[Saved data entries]
-- Opening Marker --

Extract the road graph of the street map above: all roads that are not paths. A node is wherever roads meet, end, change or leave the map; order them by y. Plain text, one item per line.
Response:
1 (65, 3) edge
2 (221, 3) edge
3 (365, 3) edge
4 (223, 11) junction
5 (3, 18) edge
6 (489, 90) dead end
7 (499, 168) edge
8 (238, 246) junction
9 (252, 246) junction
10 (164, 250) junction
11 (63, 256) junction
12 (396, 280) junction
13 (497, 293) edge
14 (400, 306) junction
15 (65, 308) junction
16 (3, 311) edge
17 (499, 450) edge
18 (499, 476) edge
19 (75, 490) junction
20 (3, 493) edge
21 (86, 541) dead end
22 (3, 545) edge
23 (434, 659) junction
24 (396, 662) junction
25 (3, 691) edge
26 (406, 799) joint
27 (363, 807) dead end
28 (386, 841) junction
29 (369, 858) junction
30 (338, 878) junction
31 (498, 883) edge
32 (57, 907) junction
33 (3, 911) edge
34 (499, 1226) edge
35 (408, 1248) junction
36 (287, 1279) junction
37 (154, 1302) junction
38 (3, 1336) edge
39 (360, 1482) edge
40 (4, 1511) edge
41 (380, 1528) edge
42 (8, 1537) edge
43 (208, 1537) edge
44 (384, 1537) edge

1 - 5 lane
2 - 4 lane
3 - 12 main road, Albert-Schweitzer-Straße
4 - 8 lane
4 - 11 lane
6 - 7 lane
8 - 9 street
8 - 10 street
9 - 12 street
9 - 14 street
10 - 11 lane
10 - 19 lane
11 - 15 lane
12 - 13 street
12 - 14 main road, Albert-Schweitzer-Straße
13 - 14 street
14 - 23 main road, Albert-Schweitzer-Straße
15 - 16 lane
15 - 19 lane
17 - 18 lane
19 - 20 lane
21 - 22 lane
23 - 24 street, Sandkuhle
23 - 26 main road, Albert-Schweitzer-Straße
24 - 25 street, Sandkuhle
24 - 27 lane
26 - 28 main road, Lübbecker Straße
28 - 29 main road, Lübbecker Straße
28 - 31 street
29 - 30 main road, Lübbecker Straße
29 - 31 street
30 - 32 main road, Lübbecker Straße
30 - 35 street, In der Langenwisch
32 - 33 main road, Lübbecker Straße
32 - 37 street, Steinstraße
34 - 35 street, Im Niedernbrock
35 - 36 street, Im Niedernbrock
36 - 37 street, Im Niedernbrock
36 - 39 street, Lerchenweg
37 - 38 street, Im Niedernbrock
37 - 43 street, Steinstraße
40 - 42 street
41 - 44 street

-- Closing Marker --

▶ _What the exercise asks_: Where a line in the entries holds "dead", copy that line.

▶ _Final answer_:
6 (489, 90) dead end
21 (86, 541) dead end
27 (363, 807) dead end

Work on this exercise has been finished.